Aproximando-se os últimos dias da missão de Michael no Tajiquistão, as ansiedades e superstições vêm ao de cima. Nesses dias Paula tem conhecimento de notícias que pressagiam mau augúrio e sente na pele mais do que nunca, o que é ser esposa de um piloto. Para ela é como ter mais uma profissão.
Se o fim de Michael é igual ao do seu compatriota - não-ficcional - Saint-Exupéry, isso só é dado a conhecer nos últimos capítulos, ricos em suspense.

Só passando por sacrifícios é que alguém pode revindicar e compreender a dádiva de ter de volta o que por tanto lutou e sofreu, neste caso, o amor. Esta é uma mensagem deste livro capaz de agradar os amantes da aviação, os heróis que combateram e combatem nas guerras e a todos os leitores comuns. É um livro que pode ser nostálgico, mesmo não sendo escrito em tom melodramático. Apenas porque pode despertar emoções de que se guardou na memória inconscientemente.

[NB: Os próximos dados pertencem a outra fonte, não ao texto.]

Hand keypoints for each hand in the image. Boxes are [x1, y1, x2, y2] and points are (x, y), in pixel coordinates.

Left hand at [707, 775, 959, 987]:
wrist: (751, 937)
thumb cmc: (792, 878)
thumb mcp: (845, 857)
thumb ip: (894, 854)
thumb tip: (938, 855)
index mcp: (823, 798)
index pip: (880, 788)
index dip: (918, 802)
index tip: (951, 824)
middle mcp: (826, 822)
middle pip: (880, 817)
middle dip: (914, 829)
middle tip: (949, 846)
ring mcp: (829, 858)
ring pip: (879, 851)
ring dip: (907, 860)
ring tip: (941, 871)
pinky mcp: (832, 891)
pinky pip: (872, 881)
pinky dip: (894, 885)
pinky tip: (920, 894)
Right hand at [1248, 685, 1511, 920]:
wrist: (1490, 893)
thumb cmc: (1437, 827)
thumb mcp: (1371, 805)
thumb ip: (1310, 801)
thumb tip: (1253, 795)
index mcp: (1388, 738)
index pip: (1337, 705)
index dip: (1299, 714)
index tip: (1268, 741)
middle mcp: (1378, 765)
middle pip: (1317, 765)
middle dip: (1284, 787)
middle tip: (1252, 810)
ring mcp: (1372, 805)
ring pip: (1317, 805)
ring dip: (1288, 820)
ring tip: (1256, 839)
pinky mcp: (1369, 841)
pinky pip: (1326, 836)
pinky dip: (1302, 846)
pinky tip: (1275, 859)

A par de uma escrita cuidada, lacónica (em prol dos capítulos curtos) e rigorosa (com detalhes credíveis sobre os temas abordados), temos indubitavelmente uma narrativa de cariz pessoal. Todo o escritor quando escreve um livro, deixa sempre uma marca – já li algures esta afirmação e sublinho.

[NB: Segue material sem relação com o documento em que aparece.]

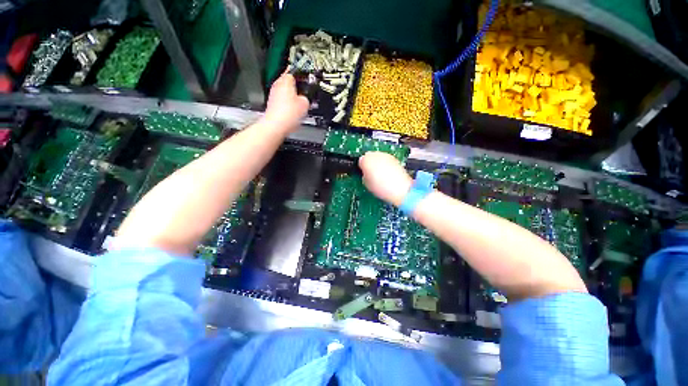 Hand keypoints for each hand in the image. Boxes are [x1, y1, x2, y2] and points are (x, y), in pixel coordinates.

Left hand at [263, 73, 309, 132]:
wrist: (276, 126)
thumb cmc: (287, 114)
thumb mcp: (305, 104)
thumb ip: (306, 97)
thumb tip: (305, 99)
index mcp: (285, 80)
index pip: (294, 71)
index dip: (301, 75)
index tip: (306, 78)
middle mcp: (277, 85)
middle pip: (289, 82)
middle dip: (298, 88)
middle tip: (306, 93)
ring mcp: (274, 95)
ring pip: (286, 93)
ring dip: (293, 97)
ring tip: (301, 105)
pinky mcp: (273, 105)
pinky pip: (283, 102)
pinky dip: (288, 105)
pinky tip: (294, 113)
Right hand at [359, 152, 412, 206]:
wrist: (400, 189)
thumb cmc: (381, 188)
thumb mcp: (366, 184)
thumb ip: (364, 175)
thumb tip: (366, 174)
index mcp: (365, 160)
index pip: (360, 161)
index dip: (361, 168)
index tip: (363, 174)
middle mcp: (375, 154)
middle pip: (369, 157)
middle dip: (369, 164)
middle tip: (371, 175)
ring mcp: (386, 155)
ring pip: (378, 157)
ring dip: (377, 164)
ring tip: (380, 176)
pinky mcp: (394, 158)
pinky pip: (386, 160)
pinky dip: (385, 165)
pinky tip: (387, 174) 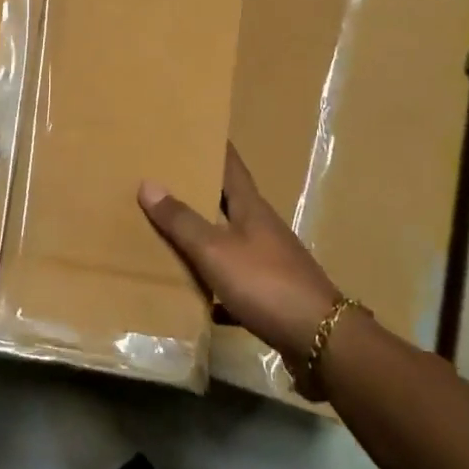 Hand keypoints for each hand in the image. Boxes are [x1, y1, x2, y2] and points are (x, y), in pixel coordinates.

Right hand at [138, 145, 340, 370]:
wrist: (319, 340)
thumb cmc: (266, 283)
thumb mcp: (215, 250)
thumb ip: (182, 221)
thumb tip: (149, 183)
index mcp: (252, 208)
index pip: (232, 166)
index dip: (215, 146)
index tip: (196, 128)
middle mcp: (263, 229)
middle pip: (229, 203)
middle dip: (201, 191)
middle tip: (167, 179)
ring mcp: (271, 262)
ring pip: (231, 242)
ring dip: (206, 238)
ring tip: (171, 235)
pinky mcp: (273, 295)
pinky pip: (236, 283)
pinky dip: (216, 287)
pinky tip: (197, 299)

No envoltório que adorna a capa dura (um grande pró e pormenor da edição da Porto Editora) deste livro, vem estampado uma foto com uma mulher a fugir do fogo/ guerra para sobreviver, metaforicamente tal como Paula faz, sobreviver.
Vislumbra-se uma mulher de «um metro e setenta, esguia, altiva, de pele morena e cabelos encaracolados (…)» (p.181)
Outro pormenor é que a mulher está a olhar para trás, para as explosões que deflagram, mas o sentido do seu corpo é em frente. Encontro um paralelo aqui também…
Esta mulher é Paula. A capa deste livro foi escolhida ao pormenor por Tânia Ganho, uma escritora perfeccionista, autocrítica, que não deixa nada ao acaso. É nos detalhes mais subtis de um livro, que o leitor observador e sensível conhece um escritor.
Permanecendo ainda na capa, o título do livro dá azo a más interpretações, principalmente por quem os escolhe e compra cingindo-se pelos títulos. Outros tantos títulos poderiam ter este A Lucidez do Amor, onde encontra-se citações destas:
«A saudade é palpável, tangível, deixa um travo na língua e um arrepio na pele. Pesa no espaço que os separa como uma entidade própria, com textura, dimensões, personalidade. Corrói-os, enerva-os, erode-os.» (p.71)
«Para que uma relacção entre duas pessoas aparentemente opostas resulte (…) é preciso que cada uma delas descubra os pormenores que tornarão o seu mundo cativante aos olhos da outra.» (p.212)
O que sublinhei com mais vinco, acho não ter permissão de incluir aqui, até porque seria cruel roubar e colar de bandeja o último parágrafo do romance.
O livro recomenda-se. Não é uma obra de literatura maior, nem foi escrita com esse intuito, mas faz-nos entrar numa história que nos parece credível, com personagens convincentes e fechamos o livro ainda com um sorriso espontâneo. Raros livros têm este poder.